La península ha estado aquí antes. Escaladas periódicas seguidas de congelación diplomática seguidas de otra escalada es el patrón de la última década. Pero varios factores hacen que el momento actual sea diferente.

Corea del Norte tiene un arsenal nuclear que no tenía hace cinco años, incluyendo armas lo suficientemente pequeñas para caber en los misiles balísticos tácticos que acaba de probar. Kim ha abandonado formalmente el objetivo de las conversaciones de desnuclearización, llamando a Corea del Sur su “enemigo principal” y construyendo nuevas estructuras militares a lo largo de la frontera. Estados Unidos, distraído por la guerra de Irán y sus consecuencias, tiene atención limitada para una segunda crisis asiática. Y el presidente chino, Xi Jinping, visitó Pyongyang este mes por primera vez en siete años, señalando su apoyo al régimen de Kim en un momento crítico.

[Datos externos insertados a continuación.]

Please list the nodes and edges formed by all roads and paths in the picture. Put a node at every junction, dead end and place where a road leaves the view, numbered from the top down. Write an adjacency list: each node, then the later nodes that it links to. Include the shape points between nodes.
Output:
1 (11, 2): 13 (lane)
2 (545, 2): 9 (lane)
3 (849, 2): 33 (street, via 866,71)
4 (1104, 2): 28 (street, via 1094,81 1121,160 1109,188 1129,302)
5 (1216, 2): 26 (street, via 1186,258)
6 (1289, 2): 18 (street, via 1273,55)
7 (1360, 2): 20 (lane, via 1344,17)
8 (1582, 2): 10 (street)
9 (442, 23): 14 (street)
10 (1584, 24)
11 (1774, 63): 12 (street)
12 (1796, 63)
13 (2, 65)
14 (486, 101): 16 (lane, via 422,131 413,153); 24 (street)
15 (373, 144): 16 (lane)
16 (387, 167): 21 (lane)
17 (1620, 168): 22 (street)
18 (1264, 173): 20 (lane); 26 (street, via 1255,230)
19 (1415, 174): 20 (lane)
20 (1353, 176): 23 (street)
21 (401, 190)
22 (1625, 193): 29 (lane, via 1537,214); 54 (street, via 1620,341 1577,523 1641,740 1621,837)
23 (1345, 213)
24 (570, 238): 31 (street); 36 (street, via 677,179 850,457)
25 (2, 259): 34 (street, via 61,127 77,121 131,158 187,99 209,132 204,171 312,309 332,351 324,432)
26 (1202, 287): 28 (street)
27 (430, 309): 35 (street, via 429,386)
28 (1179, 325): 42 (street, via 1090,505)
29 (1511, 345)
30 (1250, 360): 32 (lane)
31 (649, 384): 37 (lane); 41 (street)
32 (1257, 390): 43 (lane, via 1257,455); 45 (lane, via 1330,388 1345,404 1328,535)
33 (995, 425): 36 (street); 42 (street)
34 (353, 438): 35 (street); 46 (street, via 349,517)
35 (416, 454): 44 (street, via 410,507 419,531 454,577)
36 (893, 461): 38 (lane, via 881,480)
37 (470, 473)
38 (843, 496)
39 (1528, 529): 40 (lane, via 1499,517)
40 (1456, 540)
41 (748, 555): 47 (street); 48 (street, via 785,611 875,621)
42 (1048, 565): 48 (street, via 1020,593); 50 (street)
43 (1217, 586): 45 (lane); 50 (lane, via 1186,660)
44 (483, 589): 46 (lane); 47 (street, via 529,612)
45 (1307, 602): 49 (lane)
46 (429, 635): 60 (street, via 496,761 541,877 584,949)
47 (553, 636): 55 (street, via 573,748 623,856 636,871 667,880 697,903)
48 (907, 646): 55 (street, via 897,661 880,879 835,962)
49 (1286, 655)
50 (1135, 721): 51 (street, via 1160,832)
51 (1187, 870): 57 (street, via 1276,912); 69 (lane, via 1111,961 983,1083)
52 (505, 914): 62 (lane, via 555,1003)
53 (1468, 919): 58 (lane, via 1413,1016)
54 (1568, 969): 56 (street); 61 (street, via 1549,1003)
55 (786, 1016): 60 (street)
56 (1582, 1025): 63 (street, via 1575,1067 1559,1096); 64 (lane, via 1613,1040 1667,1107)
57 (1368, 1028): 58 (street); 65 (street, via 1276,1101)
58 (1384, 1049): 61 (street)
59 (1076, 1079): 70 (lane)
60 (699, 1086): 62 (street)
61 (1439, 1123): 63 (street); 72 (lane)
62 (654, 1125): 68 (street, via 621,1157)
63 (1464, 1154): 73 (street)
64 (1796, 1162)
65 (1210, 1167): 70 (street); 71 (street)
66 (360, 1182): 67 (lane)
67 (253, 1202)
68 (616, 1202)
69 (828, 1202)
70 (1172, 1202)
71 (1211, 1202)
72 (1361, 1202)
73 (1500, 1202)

Corea del Sur, mientras tanto, está llevando a cabo la modernización militar más ambiciosa de su historia, impulsada por un declive demográfico que reducirá sus fuerzas armadas independientemente de las decisiones políticas. Seúl apuesta a que los drones y la automatización pueden compensar la falta de soldados. Si esa apuesta es correcta podría probarse antes de lo que nadie quiere.

Ninguno de los dos bandos quiere una guerra a gran escala. Los costos serían catastróficos para ambos. Pero la maquinaria de guerra se está construyendo a un ritmo que sugiere que ninguno de los dos cree que la diplomacia la detendrá.